How to complete this task: Copy, in full, each line of the material that holds the word "rows".

Data provided:
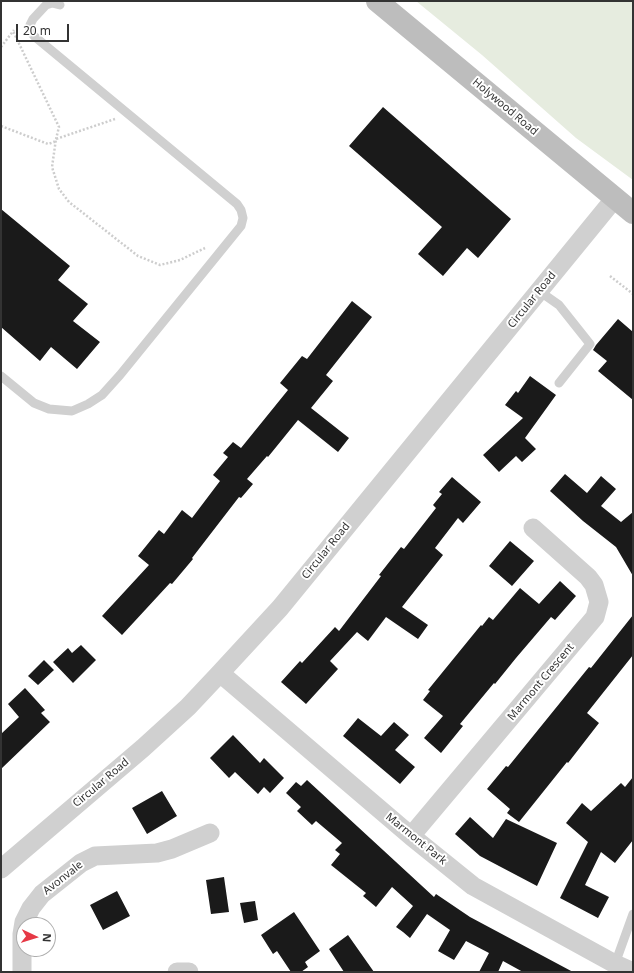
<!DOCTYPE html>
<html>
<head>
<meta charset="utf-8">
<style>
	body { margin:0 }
	#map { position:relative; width:634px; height:973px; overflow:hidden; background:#fff; font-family:"Noto Sans",sans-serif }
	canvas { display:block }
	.frame { position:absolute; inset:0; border:2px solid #333; pointer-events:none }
	.north { position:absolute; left:16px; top:917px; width:40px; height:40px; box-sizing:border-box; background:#fff; border:1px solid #adadad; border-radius:50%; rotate:94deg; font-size:11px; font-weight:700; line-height:16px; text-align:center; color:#333 }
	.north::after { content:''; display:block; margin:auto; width:14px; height:18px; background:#e63946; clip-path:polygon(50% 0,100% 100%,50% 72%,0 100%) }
	.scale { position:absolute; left:16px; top:24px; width:53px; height:18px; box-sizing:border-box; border:2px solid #333; border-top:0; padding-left:5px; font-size:12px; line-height:14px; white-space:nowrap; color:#333; -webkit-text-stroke:3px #fff; paint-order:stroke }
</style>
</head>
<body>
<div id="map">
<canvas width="634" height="973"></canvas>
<div class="frame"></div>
<div class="north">N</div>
<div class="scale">20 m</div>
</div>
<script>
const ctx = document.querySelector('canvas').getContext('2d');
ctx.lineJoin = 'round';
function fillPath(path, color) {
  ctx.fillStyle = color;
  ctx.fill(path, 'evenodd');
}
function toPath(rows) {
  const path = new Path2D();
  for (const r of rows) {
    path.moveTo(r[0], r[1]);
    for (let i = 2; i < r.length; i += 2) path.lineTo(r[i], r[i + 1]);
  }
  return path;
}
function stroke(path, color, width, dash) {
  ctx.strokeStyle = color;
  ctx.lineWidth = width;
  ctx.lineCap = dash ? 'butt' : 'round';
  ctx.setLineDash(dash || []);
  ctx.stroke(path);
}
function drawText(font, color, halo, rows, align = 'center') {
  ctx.font = font + ' "Noto Sans",sans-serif';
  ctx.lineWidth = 4;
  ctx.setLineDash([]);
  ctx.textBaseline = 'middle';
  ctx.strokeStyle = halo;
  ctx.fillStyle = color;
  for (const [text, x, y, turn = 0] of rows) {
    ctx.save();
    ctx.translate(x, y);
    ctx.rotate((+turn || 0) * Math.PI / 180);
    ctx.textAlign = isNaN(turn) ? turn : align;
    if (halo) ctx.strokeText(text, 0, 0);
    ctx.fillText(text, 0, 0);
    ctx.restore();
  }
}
const green = toPath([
	[416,1,633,1,633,180,576,138,482,55]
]);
const building = toPath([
	[383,107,511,219,478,258,467,248,443,276,418,254,442,227,349,146],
	[1,209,70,266,58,280,88,304,73,321,100,342,77,369,51,347,40,361,1,327],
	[352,301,372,317,326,375,333,381,311,408,349,438,338,452,298,420,268,457,267,456,247,479,253,484,241,498,239,497,192,558,193,559,172,584,170,583,122,635,102,616,149,565,138,556,159,530,164,534,182,510,192,518,220,481,213,475,228,457,223,453,233,442,241,448,288,390,280,383,302,356,307,359],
	[618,319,633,332,633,400,598,371,607,361,593,350,596,345],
	[530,376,556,395,525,438,536,449,522,462,516,456,499,472,483,455,523,418,505,405,516,391,518,393],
	[565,474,587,493,601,476,616,489,601,506,621,522,633,512,633,576,616,547,583,521,550,491],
	[452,477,481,502,463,523,458,518,435,548,443,555,402,607,428,625,418,639,386,617,368,641,357,632,330,661,338,669,306,704,281,682,300,661,302,663,335,627,339,631,381,576,379,575,401,547,404,549,436,508,433,505,442,494,439,492],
	[510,541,534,561,512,586,489,566],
	[560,581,576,596,555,620,551,617,516,658,495,684,494,683,460,724,463,726,441,753,424,738,443,716,423,700,430,691,428,690,481,625,482,626,489,617,493,620,520,588,539,604],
	[633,615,633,655,587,713,599,723,568,763,567,762,519,822,507,813,510,809,487,789,506,766,508,767,589,667,591,668],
	[81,645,96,660,73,683,53,662,68,648,72,653],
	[44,660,54,670,38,685,28,676],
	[25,688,45,710,41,713,50,722,1,769,1,734,19,717,8,704],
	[358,718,381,736,394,722,409,735,395,750,415,767,400,784,343,736],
	[233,735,260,763,264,758,284,778,270,793,264,787,258,794,235,772,229,778,210,758],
	[633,777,633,840,615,863,601,852,585,885,609,897,598,918,560,898,588,842,566,823,582,803,591,811,621,783,625,787],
	[307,780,434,897,436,894,470,917,573,972,523,972,503,961,498,972,479,972,489,953,466,941,454,960,438,951,450,930,427,914,410,938,403,932,396,927,413,906,392,887,376,907,363,896,366,893,331,865,340,854,335,850,342,843,316,821,312,825,297,811,301,807,286,793,296,782,301,786],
	[162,791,177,816,147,834,132,808],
	[470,817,493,838,506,819,557,843,537,886,480,856,455,834],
	[224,877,229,912,211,914,206,880],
	[117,891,130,916,103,930,90,905],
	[255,901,258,920,244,923,240,903],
	[294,912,320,951,305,962,308,967,301,972,291,972,277,951,273,954,261,935],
	[348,935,374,972,344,972,329,949]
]);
const path = toPath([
	[1,47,14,30],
	[115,119,56,139,52,167,59,189,69,202,138,256,160,265,180,260,205,248],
	[1,126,48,144,54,142,56,139,59,127,13,31],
	[610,276,633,294]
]);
const lane = toPath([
	[539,291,559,305,590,344,559,383],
	[1,376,34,403,49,409,72,411,88,404,102,395,120,375,241,226,243,218,241,210,237,204,34,36,30,31,30,25,33,19,46,5,52,3,60,5],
	[615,964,633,914]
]);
const street = toPath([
	[220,673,411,836,473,886,615,964,633,972],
	[411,836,595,617,599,602,594,585,588,577,533,528],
	[1,869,143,748,188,707,220,673,280,608,615,198],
	[22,972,22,934,24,922,31,908,42,894,81,863,95,856,157,853,172,849,210,833],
	[177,972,189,972]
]);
const secondary = toPath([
	[377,1,633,213]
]);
const streetNames = [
	["Holywood Road",505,107,40],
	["Circular Road",532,300,-51],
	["Circular Road",326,551,-51],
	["Marmont Crescent",541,682,-50],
	["Circular Road",101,783,-40],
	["Marmont Park",416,839,39],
	["Avonvale",63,878,-38]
];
fillPath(green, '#e6ecdf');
fillPath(building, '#1a1a1a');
stroke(path, '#cdcdcd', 2.5, [2, 2]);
stroke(lane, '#d0d0d0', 9);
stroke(street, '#d0d0d0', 19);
stroke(secondary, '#bdbdbd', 22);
drawText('11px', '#333', '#fff', streetNames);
</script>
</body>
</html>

Answer box:
function toPath(rows) {
  for (const r of rows) {
function drawText(font, color, halo, rows, align = 'center') {
  for (const [text, x, y, turn = 0] of rows) {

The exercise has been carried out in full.